Muchas veces quise quebrarme y entrar en la desesperación,
derrotarme y caer en los brazos de la depresión, pero tenía que ser fuerte por
mi familia, mis padres, mis hermanas. Aprendí a la fuerza que en esos momentos
yo tenía que ser el pilar de una familia que se derrumbaba por sus propios
méritos; por su incapacidad de mejorar, por su encierro en la propia miseria
espiritual… que culpa tenía yo, si cuando todo eso sucedió mis hermanos mayores
tenían la misma edad que ahora tengo y no se complicaron como ahora me complico
la vida yo y sin embargo la familia nunca dejó de estar unida.

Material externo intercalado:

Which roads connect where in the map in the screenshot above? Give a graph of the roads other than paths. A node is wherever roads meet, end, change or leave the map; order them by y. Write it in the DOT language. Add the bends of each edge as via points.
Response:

La última vez que vi reunida a la familia de mi padre, fue
otro intento vano por ser, a la fuerza, parte de ellos. En esa ocasión, tenía
casi 30 años (hace unos meses) y tuve la autonomía emocional y la independencia
que me daban mis años, de coger un taxi y largarme de ahí a los 20 minutos de
haber ido. Me cansé de hacer caso a mis padres de no soportar la presión que
ejercían ellos y mis hermanos sobre mi persona, para asistir a una reunión que
de por si detestaba con muy buena anticipación. Hacer siempre lo que los demás
querían hacer, ser lo que esperaban que sea, actuar como mi entorno creía correcto
ser… basta!!!
Luego de unos meses de aquella reunión y un par de vanos
intentos por independizarme emocionalmente, sufrí aquel episodio de pánico,
ante la impotencia de no poder controlar mi cuerpo y mis sensaciones, caí en el
más oscuro pozo de mierda e incomprensión total en el que un ser humano tan
joven y de buen corazón puede caer. Ante la sorpresa de toda la familia y
“amigos” me convertí en un ser temeroso, nervioso, ansioso y débil.
Pero resurgí, ante la incredulidad de muchos, incluyéndome.

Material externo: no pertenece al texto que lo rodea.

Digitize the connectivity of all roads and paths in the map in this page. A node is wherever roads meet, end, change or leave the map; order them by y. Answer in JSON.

Resurgí y luché contra el temor, contra mis peores miedos, contra mí mismo,
contra el mundo que no me comprendía, contra mi familia que se negaba a aceptar
que alguien con mi fortaleza y carácter fuerte se derrumbara como castillo de
naipes, un juego maquiavélico, una razón de Dios, que por un tiempo no logré
entender y que ahora veo, fue un mensaje de amor, una oportunidad de empezar a
ser “YO”.
Ahora veo las cosas de una forma más íntima, más clara, más
personal. Entiendo que los caminos te eligen y debes saber cómo andarlos. Darle
resignación a lo que esta fuera de nuestro control y que si la vida se tardó en
hacerme entender que un hogar lo forman quienes que con amor se protegen del
viento. Un hogar solo necesita un techo sobre las cabezas… una cama tibia y un
corazón dispuesto a perdonar y volver a empezar. Porque a pesar de que por
ratos la ansiedad me quita la paz, sé que en algún momento todo se calmará y
podré continuar mi camino a casa, aquella casa que representa mi objetivo
principal en la vida, aquel hogar que representa mi lugar en el corazón.